Task objective
Each entry must be duplicated precisely, with nothing left out.

Entries provided
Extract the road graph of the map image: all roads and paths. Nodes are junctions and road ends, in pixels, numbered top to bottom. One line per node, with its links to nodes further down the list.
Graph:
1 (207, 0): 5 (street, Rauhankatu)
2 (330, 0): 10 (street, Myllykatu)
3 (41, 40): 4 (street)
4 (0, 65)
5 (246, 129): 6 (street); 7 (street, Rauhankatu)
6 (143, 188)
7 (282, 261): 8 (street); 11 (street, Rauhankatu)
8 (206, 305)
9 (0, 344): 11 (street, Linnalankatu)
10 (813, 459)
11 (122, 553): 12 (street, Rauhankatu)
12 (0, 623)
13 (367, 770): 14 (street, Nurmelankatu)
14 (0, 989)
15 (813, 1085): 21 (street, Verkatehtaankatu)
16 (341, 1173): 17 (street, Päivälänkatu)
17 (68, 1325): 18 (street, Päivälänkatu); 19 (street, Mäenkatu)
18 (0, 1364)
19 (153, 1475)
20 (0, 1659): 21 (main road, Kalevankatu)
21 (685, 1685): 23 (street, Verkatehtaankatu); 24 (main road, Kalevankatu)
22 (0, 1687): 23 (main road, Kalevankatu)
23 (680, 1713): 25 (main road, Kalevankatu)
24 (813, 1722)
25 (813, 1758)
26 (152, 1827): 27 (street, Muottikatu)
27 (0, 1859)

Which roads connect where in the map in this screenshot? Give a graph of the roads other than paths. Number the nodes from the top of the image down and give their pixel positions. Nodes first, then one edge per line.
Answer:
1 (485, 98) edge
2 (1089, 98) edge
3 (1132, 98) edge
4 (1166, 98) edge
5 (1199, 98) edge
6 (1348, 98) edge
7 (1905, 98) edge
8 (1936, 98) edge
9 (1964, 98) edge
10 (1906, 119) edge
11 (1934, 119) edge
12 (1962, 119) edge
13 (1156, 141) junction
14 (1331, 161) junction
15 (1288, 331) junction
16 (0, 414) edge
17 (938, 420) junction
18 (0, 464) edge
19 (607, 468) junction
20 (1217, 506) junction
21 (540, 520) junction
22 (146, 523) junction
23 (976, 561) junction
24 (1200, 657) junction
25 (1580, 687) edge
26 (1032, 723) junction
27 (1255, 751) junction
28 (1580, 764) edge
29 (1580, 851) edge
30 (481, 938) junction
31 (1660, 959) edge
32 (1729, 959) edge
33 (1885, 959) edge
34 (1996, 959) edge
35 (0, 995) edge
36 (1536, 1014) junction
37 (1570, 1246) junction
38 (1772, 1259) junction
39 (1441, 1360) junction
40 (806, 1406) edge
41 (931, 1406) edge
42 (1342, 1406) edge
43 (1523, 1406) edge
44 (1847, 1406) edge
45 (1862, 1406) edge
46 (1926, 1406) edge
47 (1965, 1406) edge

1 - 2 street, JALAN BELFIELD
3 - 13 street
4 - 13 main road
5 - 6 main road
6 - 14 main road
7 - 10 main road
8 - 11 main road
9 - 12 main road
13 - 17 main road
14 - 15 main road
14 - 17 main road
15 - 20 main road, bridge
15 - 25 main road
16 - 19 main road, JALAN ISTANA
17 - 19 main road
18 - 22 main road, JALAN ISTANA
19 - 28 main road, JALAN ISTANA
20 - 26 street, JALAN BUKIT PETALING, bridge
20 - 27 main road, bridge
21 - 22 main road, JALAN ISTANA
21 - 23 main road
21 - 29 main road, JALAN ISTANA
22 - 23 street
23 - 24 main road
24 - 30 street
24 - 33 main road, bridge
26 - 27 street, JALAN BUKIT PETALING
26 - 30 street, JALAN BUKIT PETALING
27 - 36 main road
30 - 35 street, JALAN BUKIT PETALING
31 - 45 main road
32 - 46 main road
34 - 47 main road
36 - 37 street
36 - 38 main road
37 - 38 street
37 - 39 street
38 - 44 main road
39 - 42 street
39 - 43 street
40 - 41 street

Written answer
Extract the road graph of the map image: all roads and paths. Nodes are junctions and road ends, in pixels, numbered top to bottom. One line per node, with its links to nodes further down the list.
Graph:
1 (207, 0): 5 (street, Rauhankatu)
2 (330, 0): 10 (street, Myllykatu)
3 (41, 40): 4 (street)
4 (0, 65)
5 (246, 129): 6 (street); 7 (street, Rauhankatu)
6 (143, 188)
7 (282, 261): 8 (street); 11 (street, Rauhankatu)
8 (206, 305)
9 (0, 344): 11 (street, Linnalankatu)
10 (813, 459)
11 (122, 553): 12 (street, Rauhankatu)
12 (0, 623)
13 (367, 770): 14 (street, Nurmelankatu)
14 (0, 989)
15 (813, 1085): 21 (street, Verkatehtaankatu)
16 (341, 1173): 17 (street, Päivälänkatu)
17 (68, 1325): 18 (street, Päivälänkatu); 19 (street, Mäenkatu)
18 (0, 1364)
19 (153, 1475)
20 (0, 1659): 21 (main road, Kalevankatu)
21 (685, 1685): 23 (street, Verkatehtaankatu); 24 (main road, Kalevankatu)
22 (0, 1687): 23 (main road, Kalevankatu)
23 (680, 1713): 25 (main road, Kalevankatu)
24 (813, 1722)
25 (813, 1758)
26 (152, 1827): 27 (street, Muottikatu)
27 (0, 1859)

Which roads connect where in the map in this screenshot? Give a graph of the roads other than paths. Number the nodes from the top of the image down and give their pixel positions. Nodes first, then one edge per line.
Answer:
1 (485, 98) edge
2 (1089, 98) edge
3 (1132, 98) edge
4 (1166, 98) edge
5 (1199, 98) edge
6 (1348, 98) edge
7 (1905, 98) edge
8 (1936, 98) edge
9 (1964, 98) edge
10 (1906, 119) edge
11 (1934, 119) edge
12 (1962, 119) edge
13 (1156, 141) junction
14 (1331, 161) junction
15 (1288, 331) junction
16 (0, 414) edge
17 (938, 420) junction
18 (0, 464) edge
19 (607, 468) junction
20 (1217, 506) junction
21 (540, 520) junction
22 (146, 523) junction
23 (976, 561) junction
24 (1200, 657) junction
25 (1580, 687) edge
26 (1032, 723) junction
27 (1255, 751) junction
28 (1580, 764) edge
29 (1580, 851) edge
30 (481, 938) junction
31 (1660, 959) edge
32 (1729, 959) edge
33 (1885, 959) edge
34 (1996, 959) edge
35 (0, 995) edge
36 (1536, 1014) junction
37 (1570, 1246) junction
38 (1772, 1259) junction
39 (1441, 1360) junction
40 (806, 1406) edge
41 (931, 1406) edge
42 (1342, 1406) edge
43 (1523, 1406) edge
44 (1847, 1406) edge
45 (1862, 1406) edge
46 (1926, 1406) edge
47 (1965, 1406) edge

1 - 2 street, JALAN BELFIELD
3 - 13 street
4 - 13 main road
5 - 6 main road
6 - 14 main road
7 - 10 main road
8 - 11 main road
9 - 12 main road
13 - 17 main road
14 - 15 main road
14 - 17 main road
15 - 20 main road, bridge
15 - 25 main road
16 - 19 main road, JALAN ISTANA
17 - 19 main road
18 - 22 main road, JALAN ISTANA
19 - 28 main road, JALAN ISTANA
20 - 26 street, JALAN BUKIT PETALING, bridge
20 - 27 main road, bridge
21 - 22 main road, JALAN ISTANA
21 - 23 main road
21 - 29 main road, JALAN ISTANA
22 - 23 street
23 - 24 main road
24 - 30 street
24 - 33 main road, bridge
26 - 27 street, JALAN BUKIT PETALING
26 - 30 street, JALAN BUKIT PETALING
27 - 36 main road
30 - 35 street, JALAN BUKIT PETALING
31 - 45 main road
32 - 46 main road
34 - 47 main road
36 - 37 street
36 - 38 main road
37 - 38 street
37 - 39 street
38 - 44 main road
39 - 42 street
39 - 43 street
40 - 41 street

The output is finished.